There are some limitations in this study that must be acknowledged. The STOPP/START criteria were modified based on characteristics of the healthcare system of Sri Lanka and hence may not be directly applicable to other resource limited healthcare settings. If the modified tool is to be used in similar resource limited countries, it should be validated in the respective countries in a similar manner. The expert panel was limited to only six experts which is a small group but evidence supports that this is an acceptable number for a scientifically valid Delphi process [13]. Although all experts were involved with care of older adults, there was limited representation from primary healthcare services.

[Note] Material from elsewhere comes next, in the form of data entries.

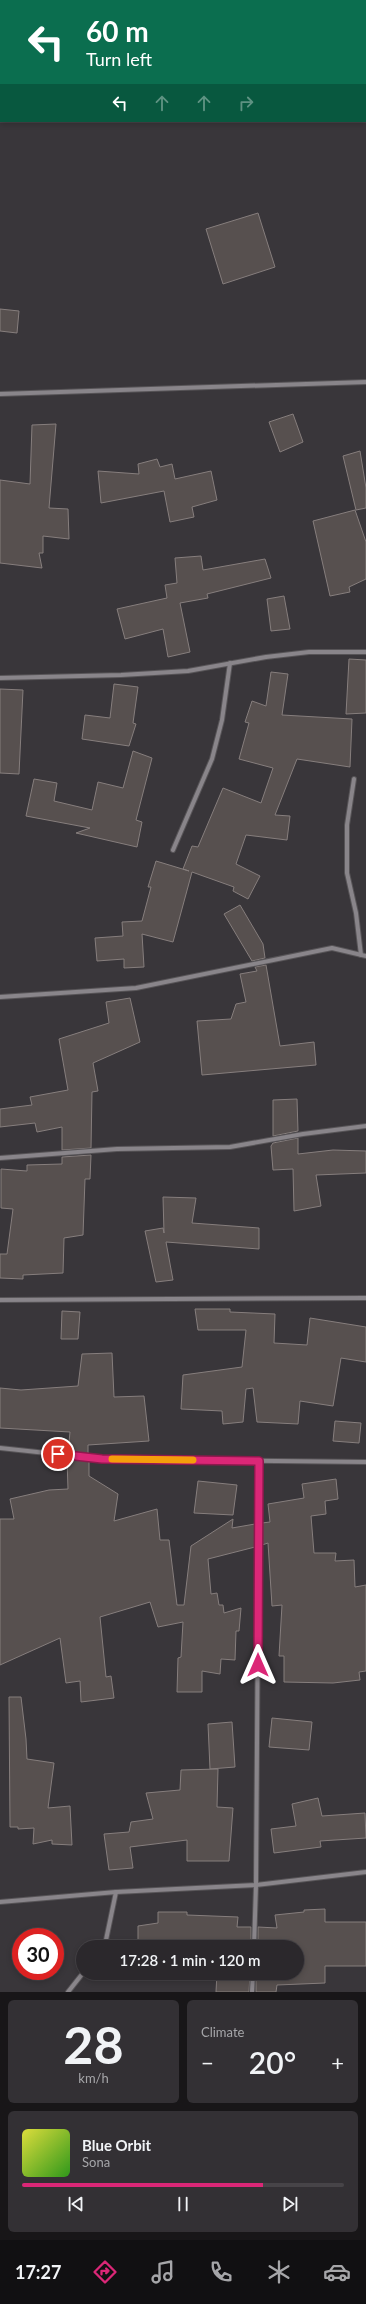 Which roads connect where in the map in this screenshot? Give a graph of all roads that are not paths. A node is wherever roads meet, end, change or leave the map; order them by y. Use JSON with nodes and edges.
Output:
{"nodes":[{"id":1,"x":366,"y":382,"type":"edge"},
{"id":2,"x":0,"y":394,"type":"edge"},
{"id":3,"x":366,"y":652,"type":"edge"},
{"id":4,"x":230,"y":663,"type":"junction"},
{"id":5,"x":0,"y":678,"type":"edge"},
{"id":6,"x":354,"y":779,"type":"dead end"},
{"id":7,"x":173,"y":850,"type":"dead end"},
{"id":8,"x":361,"y":955,"type":"junction"},
{"id":9,"x":366,"y":956,"type":"edge"},
{"id":10,"x":0,"y":998,"type":"edge"},
{"id":11,"x":366,"y":1126,"type":"edge"},
{"id":12,"x":0,"y":1158,"type":"edge"},
{"id":13,"x":366,"y":1298,"type":"edge"},
{"id":14,"x":0,"y":1300,"type":"edge"},
{"id":15,"x":0,"y":1448,"type":"edge"},
{"id":16,"x":259,"y":1461,"type":"junction"},
{"id":17,"x":366,"y":1462,"type":"edge"},
{"id":18,"x":366,"y":1872,"type":"edge"},
{"id":19,"x":256,"y":1885,"type":"junction"},
{"id":20,"x":116,"y":1892,"type":"junction"},
{"id":21,"x":0,"y":1902,"type":"edge"},
{"id":22,"x":106,"y":1940,"type":"edge"},
{"id":23,"x":254,"y":1940,"type":"edge"},
{"id":24,"x":77,"y":1980,"type":"edge"},
{"id":25,"x":253,"y":1980,"type":"edge"},
{"id":26,"x":68,"y":1992,"type":"edge"},
{"id":27,"x":252,"y":1992,"type":"edge"}],
"edges":[{"from":1,"to":2,"type":"street"},
{"from":3,"to":4,"type":"street"},
{"from":4,"to":5,"type":"street"},
{"from":4,"to":7,"type":"street"},
{"from":6,"to":8,"type":"street"},
{"from":8,"to":9,"type":"street"},
{"from":8,"to":10,"type":"street"},
{"from":11,"to":12,"type":"street"},
{"from":13,"to":14,"type":"street"},
{"from":15,"to":16,"type":"street"},
{"from":16,"to":17,"type":"street"},
{"from":16,"to":19,"type":"street"},
{"from":18,"to":19,"type":"street"},
{"from":19,"to":20,"type":"street"},
{"from":19,"to":23,"type":"street"},
{"from":20,"to":21,"type":"street"},
{"from":20,"to":22,"type":"street"},
{"from":24,"to":26,"type":"street"},
{"from":25,"to":27,"type":"street"}]}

National treatment guidelines are only available for some diseases in Sri Lanka and this was also a limitation when validating the criteria.

Conclusion

In conclusion, the STOPP/START criteria were modified to overcome common issues encountered when applying the tool in low resource healthcare settings like Sri Lanka. The modified criteria included 105 criteria; 70 STOPP and 35 START criteria, indicating an 8% reduction in criteria compared to the original version. The simplified and more relevant set of criteria is expected to yield a more realistic outcome when assessing for inappropriate medication among older adults in Sri Lanka. It is expected that the modified tool will be used by medical officers or pharmacists to screen out older patients with potentially inappropriate medicines to refer for specialist care. Once validated, we hope to make the Modified STOPP/START criteria for Sri Lanka available online and accessible without a fee for healthcare professionals in Sri Lanka. We also hope to introduce this tool at undergraduate level in a relevant section of the Bachelor of Pharmacy curriculum. The modified tool could also be largely applicable to other countries with similar healthcare systems but should always be validated to the respective country before application in large scale.